Records drawn from a dataset:
▼▼▼

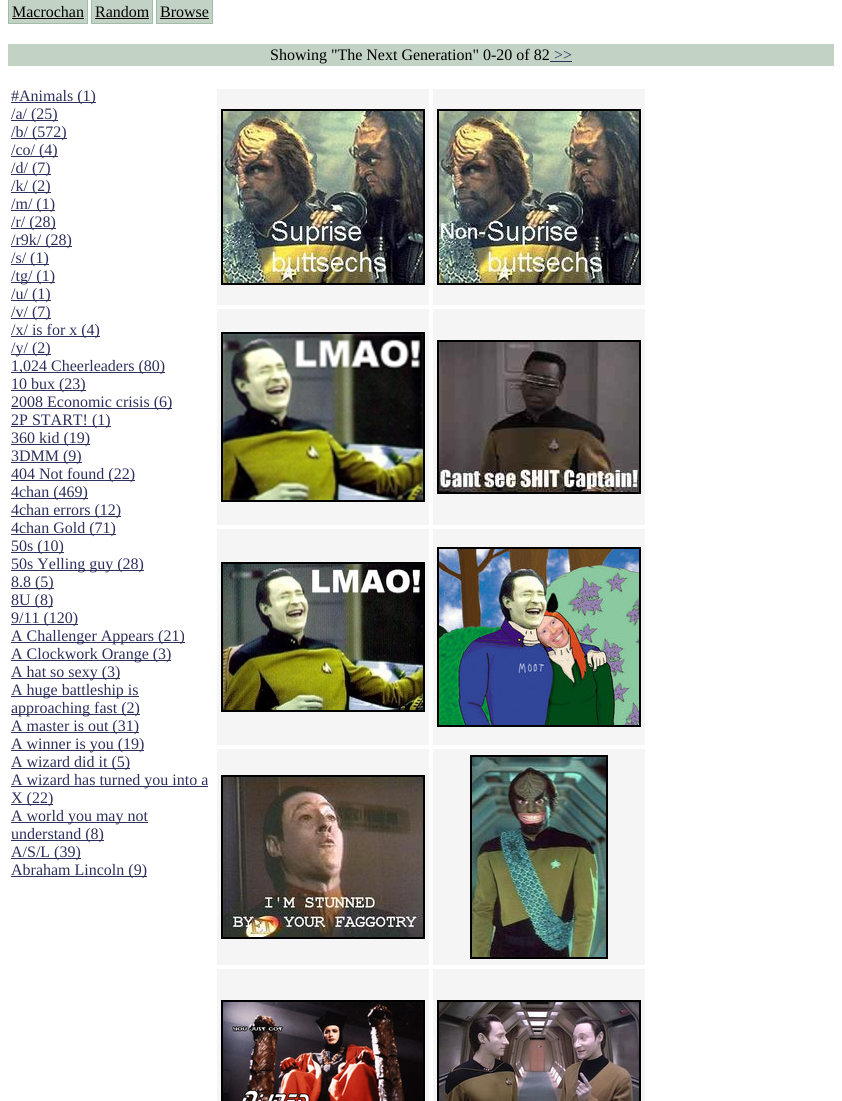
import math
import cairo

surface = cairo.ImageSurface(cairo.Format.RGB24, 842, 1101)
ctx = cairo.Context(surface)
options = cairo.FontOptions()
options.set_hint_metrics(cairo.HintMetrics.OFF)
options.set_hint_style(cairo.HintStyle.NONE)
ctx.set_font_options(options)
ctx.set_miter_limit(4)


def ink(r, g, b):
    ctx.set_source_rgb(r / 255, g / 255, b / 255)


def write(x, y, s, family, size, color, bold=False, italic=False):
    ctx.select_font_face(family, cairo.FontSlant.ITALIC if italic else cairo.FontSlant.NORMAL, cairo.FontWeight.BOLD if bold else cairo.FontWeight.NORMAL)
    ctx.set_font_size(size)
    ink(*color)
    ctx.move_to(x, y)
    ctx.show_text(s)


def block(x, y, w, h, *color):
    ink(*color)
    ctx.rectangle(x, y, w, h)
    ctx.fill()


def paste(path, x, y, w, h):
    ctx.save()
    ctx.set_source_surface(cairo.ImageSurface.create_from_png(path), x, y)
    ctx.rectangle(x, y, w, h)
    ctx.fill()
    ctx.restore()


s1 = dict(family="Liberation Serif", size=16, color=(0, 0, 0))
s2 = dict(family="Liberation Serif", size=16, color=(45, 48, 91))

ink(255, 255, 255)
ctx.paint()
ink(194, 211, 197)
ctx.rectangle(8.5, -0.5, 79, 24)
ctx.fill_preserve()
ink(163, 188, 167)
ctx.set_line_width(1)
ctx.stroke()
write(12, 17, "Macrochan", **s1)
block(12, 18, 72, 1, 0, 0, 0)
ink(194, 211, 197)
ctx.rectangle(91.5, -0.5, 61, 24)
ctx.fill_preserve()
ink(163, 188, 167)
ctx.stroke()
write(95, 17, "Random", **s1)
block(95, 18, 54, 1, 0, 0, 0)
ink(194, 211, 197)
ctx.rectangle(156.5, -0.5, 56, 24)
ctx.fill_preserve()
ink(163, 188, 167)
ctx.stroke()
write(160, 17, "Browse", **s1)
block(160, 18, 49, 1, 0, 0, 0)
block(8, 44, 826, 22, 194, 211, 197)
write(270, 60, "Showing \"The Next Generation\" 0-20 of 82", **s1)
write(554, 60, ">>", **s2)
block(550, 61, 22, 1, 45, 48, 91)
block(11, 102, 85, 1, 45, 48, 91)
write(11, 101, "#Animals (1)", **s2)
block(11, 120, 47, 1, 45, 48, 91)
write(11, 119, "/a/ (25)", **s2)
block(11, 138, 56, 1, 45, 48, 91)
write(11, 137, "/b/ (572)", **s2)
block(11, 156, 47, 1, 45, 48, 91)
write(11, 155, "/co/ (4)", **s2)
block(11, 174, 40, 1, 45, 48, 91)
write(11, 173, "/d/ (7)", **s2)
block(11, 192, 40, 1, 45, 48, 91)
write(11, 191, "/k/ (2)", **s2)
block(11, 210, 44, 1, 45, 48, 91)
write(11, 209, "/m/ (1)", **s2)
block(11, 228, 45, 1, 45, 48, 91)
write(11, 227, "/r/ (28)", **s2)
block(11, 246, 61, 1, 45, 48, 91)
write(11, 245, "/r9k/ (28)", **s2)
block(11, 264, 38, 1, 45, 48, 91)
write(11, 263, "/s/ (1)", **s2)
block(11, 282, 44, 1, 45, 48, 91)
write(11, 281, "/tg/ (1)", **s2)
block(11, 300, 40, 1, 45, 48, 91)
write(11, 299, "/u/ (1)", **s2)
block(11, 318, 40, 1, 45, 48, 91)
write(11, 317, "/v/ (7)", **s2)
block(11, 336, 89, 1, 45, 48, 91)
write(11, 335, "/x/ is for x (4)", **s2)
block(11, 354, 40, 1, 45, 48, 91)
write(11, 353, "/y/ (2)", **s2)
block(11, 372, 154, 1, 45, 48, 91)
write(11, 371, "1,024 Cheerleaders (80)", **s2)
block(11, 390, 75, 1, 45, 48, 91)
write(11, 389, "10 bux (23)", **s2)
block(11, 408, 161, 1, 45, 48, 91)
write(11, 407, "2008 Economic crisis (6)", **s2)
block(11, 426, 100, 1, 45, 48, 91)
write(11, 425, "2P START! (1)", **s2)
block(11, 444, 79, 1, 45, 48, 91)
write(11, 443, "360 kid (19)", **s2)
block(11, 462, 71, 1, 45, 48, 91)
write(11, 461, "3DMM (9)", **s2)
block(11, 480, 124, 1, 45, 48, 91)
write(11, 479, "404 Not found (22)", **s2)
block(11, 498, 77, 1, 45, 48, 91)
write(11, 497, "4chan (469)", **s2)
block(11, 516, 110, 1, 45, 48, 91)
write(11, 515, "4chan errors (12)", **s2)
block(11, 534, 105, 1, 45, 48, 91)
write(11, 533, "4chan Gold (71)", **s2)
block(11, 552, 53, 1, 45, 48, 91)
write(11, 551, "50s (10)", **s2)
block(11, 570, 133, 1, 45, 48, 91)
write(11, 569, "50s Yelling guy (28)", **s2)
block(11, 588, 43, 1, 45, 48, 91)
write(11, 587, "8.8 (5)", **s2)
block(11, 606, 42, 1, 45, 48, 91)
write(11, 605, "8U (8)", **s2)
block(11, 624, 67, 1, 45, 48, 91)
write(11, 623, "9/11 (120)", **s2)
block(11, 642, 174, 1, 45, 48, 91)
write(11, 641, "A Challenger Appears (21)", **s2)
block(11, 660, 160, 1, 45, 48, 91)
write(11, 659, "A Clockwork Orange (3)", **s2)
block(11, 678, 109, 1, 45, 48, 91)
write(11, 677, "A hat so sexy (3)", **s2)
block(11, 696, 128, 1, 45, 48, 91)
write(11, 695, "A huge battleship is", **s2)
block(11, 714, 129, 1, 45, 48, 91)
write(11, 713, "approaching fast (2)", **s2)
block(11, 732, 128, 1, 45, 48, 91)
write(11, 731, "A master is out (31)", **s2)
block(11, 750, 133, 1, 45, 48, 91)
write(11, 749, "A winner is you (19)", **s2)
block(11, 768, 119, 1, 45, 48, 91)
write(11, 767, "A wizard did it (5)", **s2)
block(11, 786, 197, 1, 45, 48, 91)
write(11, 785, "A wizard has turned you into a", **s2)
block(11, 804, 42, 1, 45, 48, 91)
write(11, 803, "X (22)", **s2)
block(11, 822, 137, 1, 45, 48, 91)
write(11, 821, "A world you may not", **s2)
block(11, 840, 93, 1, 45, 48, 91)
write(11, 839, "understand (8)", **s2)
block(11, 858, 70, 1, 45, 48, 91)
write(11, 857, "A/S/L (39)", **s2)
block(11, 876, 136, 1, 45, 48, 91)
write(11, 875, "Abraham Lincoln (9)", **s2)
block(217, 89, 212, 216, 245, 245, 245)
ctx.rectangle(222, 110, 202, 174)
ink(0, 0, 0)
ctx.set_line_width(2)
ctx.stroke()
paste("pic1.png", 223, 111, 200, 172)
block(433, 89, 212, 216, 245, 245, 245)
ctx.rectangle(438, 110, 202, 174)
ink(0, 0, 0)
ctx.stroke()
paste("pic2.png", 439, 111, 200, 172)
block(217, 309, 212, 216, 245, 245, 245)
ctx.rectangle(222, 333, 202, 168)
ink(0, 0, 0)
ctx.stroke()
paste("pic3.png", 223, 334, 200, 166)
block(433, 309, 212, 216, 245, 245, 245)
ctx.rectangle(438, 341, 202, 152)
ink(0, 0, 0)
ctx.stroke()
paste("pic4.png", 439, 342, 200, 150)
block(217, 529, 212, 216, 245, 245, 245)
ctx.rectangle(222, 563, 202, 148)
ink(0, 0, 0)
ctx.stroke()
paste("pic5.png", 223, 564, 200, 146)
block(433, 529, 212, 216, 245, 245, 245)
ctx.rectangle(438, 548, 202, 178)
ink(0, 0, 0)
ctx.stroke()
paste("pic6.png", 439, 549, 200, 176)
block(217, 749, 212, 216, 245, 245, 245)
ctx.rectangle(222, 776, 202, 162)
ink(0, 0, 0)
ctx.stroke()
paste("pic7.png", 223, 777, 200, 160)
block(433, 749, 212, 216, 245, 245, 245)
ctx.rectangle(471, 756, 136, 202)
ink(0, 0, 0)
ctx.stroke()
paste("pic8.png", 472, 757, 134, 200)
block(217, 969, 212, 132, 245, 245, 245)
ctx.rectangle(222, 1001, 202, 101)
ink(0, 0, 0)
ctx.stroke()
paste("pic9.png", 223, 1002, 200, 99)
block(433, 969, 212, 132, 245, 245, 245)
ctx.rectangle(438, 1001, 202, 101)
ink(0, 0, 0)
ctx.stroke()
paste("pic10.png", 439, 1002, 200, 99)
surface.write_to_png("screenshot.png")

▲▲▲

> [Exercise description]:
Once you have read the records above, say how many of their lines contain the word "path", giving only that figure.

> [Exercise answer]:
2